Data excerpts:

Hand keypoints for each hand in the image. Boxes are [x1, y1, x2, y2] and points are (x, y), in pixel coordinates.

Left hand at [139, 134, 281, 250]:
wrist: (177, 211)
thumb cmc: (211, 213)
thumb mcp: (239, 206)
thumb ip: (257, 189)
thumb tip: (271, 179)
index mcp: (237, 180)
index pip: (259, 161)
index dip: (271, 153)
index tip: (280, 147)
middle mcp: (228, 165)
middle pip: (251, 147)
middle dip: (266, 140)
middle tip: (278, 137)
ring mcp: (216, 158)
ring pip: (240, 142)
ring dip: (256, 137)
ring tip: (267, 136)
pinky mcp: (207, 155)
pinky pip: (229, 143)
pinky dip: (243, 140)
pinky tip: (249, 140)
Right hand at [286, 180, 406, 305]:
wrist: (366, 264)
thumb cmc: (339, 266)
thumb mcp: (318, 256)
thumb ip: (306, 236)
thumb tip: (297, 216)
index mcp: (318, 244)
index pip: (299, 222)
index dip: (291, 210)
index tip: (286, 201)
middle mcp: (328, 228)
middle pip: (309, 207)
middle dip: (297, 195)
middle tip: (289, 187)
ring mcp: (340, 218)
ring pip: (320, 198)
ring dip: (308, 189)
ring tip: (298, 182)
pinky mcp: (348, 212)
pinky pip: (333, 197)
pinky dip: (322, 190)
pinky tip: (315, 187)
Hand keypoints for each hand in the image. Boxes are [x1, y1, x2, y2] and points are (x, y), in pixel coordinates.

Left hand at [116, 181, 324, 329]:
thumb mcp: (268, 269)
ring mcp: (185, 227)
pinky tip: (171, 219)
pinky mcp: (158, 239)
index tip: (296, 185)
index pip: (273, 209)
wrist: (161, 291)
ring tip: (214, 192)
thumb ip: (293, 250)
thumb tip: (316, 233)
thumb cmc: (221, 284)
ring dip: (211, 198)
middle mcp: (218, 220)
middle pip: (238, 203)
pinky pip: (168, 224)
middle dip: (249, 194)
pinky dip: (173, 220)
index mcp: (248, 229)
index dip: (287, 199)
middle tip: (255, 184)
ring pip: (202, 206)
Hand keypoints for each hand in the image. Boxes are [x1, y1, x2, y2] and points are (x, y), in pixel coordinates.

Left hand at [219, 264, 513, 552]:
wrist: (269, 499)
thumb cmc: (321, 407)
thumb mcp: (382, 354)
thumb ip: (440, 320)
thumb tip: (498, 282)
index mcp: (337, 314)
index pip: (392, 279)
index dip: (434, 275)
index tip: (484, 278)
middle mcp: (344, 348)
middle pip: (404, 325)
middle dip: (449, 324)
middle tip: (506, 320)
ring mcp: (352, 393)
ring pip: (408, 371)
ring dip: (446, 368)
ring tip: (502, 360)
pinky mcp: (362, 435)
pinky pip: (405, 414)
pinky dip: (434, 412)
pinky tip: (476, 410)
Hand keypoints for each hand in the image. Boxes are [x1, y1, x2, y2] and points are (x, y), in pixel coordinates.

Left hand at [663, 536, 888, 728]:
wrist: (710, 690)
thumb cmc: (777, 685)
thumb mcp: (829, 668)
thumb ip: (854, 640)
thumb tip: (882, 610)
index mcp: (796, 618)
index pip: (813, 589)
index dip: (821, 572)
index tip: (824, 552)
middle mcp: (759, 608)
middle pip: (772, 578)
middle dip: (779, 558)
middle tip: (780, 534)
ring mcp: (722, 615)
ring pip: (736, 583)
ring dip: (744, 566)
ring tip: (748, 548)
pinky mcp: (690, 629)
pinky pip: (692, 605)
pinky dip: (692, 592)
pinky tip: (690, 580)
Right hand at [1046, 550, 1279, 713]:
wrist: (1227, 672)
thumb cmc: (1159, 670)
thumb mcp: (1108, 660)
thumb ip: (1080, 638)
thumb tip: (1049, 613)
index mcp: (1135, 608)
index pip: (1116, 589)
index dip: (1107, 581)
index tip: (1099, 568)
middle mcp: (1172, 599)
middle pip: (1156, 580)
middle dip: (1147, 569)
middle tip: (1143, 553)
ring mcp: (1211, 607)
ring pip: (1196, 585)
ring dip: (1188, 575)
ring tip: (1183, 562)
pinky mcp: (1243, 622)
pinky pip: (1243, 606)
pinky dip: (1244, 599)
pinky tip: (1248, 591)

* * *

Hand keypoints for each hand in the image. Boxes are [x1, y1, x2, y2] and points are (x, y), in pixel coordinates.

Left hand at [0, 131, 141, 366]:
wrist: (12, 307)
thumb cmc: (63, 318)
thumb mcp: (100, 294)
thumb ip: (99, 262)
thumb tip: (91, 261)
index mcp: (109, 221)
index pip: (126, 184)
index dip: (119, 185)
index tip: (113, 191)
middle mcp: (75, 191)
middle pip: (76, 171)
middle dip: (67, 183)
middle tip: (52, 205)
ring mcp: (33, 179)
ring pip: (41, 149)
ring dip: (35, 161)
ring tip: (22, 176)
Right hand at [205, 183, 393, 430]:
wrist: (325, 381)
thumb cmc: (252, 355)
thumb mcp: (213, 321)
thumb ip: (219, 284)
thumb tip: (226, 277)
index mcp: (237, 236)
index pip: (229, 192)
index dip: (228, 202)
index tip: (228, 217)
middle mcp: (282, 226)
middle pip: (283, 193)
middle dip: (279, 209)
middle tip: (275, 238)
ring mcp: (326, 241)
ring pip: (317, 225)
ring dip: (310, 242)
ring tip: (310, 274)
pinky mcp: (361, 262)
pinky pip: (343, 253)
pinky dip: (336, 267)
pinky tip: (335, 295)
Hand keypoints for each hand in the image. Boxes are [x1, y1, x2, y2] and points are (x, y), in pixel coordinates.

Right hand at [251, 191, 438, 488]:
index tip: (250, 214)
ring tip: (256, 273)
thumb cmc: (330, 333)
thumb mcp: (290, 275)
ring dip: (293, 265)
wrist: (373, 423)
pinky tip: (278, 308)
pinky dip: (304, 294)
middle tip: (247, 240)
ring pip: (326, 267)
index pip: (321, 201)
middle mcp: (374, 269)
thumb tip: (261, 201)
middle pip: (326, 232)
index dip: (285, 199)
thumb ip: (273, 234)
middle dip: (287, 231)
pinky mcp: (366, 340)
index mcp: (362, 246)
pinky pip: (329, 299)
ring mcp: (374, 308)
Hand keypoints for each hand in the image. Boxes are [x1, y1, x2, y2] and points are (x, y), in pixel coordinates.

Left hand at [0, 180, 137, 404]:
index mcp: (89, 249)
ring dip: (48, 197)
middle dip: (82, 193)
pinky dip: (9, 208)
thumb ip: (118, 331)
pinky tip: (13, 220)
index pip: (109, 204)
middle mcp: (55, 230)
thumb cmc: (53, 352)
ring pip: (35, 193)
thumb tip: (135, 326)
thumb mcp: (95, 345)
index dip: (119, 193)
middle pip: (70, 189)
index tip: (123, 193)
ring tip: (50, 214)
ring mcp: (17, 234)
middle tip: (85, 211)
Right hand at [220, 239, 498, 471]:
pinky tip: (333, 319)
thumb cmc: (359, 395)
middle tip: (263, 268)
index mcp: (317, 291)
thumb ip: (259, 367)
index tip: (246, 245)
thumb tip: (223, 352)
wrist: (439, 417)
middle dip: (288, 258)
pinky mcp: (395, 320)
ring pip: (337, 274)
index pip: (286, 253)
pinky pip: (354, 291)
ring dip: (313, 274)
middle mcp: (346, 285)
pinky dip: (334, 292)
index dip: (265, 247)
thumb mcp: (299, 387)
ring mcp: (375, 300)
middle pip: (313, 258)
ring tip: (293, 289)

# What the task asks:
Output, from the data above, the lines from the line with "ring pip: (1196, 585)" to the line with "pinky tip: (1248, 591)" exactly as they stand, both ends included and nothing else.

# Solution to this problem:
ring pip: (1196, 585)
ring dip: (1188, 575)
ring tip: (1183, 562)
pinky mcp: (1243, 622)
pinky pip: (1243, 606)
pinky dip: (1244, 599)
pinky tip: (1248, 591)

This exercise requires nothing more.